Hydraulic actuation fluid may apply hydraulic pressure from the central through bore 19, through the inflation port 26, along the actuation fluid flow path 130. The hydraulic pressure may cause cylinder members 54 and 56 to move axially downward with respect to the case 20 and mandrel 50 as the packer element is inflated or actuated into hydraulic sealed engagement with the formation 15. A check valve assembly may be provided, including check valve member 62 and check valve support ring 60, to prevent the actuation fluid from back-flowing into the central through bore 19 and unactuating an actuated packer element 66.

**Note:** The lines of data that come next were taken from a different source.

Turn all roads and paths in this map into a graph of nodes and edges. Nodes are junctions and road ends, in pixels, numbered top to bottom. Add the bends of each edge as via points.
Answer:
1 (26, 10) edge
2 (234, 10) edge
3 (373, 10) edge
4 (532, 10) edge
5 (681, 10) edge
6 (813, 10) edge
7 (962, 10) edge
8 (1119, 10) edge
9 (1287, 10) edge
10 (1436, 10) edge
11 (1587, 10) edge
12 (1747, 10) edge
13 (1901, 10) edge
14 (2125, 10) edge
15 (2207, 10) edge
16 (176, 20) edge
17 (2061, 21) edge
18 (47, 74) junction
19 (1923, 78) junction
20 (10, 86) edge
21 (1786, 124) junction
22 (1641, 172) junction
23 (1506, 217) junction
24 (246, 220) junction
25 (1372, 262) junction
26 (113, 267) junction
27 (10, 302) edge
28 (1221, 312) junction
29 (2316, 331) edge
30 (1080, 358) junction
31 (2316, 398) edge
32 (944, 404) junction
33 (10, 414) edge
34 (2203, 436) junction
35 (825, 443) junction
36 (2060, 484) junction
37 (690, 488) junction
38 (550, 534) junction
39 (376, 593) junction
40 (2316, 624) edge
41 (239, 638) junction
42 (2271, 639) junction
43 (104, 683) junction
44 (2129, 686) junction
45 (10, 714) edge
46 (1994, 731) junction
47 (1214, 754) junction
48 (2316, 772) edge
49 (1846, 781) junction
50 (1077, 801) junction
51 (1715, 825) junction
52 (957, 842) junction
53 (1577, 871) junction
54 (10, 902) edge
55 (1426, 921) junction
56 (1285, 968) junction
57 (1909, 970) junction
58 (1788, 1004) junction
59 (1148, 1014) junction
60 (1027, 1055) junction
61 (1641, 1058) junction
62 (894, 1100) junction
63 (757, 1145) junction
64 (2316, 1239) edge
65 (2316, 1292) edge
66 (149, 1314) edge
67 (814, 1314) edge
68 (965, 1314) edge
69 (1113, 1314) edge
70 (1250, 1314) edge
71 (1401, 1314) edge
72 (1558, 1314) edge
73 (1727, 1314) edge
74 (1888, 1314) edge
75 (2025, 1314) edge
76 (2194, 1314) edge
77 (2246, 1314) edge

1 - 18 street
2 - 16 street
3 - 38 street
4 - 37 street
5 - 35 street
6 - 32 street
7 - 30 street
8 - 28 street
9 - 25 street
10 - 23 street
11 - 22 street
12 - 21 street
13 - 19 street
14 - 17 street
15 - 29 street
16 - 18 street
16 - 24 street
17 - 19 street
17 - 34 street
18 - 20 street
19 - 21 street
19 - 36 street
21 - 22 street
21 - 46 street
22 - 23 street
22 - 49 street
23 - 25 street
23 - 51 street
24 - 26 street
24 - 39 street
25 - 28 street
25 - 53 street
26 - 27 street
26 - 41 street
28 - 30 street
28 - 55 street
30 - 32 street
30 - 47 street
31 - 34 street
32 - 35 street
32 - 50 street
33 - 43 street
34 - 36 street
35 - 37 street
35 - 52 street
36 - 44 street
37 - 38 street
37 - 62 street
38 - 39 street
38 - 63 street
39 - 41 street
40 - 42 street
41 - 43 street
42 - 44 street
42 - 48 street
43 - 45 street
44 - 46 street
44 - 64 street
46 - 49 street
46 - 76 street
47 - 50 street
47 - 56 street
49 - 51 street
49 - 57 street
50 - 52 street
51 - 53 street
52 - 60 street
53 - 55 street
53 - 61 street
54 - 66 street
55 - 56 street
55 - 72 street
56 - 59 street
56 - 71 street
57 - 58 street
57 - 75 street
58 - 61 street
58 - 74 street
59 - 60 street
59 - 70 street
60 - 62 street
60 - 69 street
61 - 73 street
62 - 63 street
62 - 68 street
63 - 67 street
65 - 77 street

In a typical casing cementing operation, the cementer 10 may be positioned at a selected point in a casing string to be cemented in a wellbore. Additional float and/or cementing equipment may be included, such as a float shoe, float collars, baffle adapters and other multi-stage cementing equipment. In some applications, it may be desirable to effect a hydraulic seal within a cementing pipe string 14, such as between stages in a multi-stage job, or after running casing into a well and/or to operate hydraulic tools, such as the hydraulic cementer 110. A packer or other mechanism may be provided for hydraulically sealing the interior of the casing string to effect the required hydraulic seal. A baffle adapter may be positioned within the casing string below the multi-stage cementer, wherein a ball or shut-off plug may be dropped or pumped from the surface, through the casing string, to pass through the cementer and seat in the baffle. In another example, a float shoe or float collar may be positioned below the cementer. A shut-off plug may be pumped through the cementer to seat in a baffle profile in the top float valve. When the ball, plug or other sealing device has fallen or been pumped through the cementer 110 to a pressure shut-off against the baffle profile, hydraulic pressure may be applied in the casing string 14 to be cemented.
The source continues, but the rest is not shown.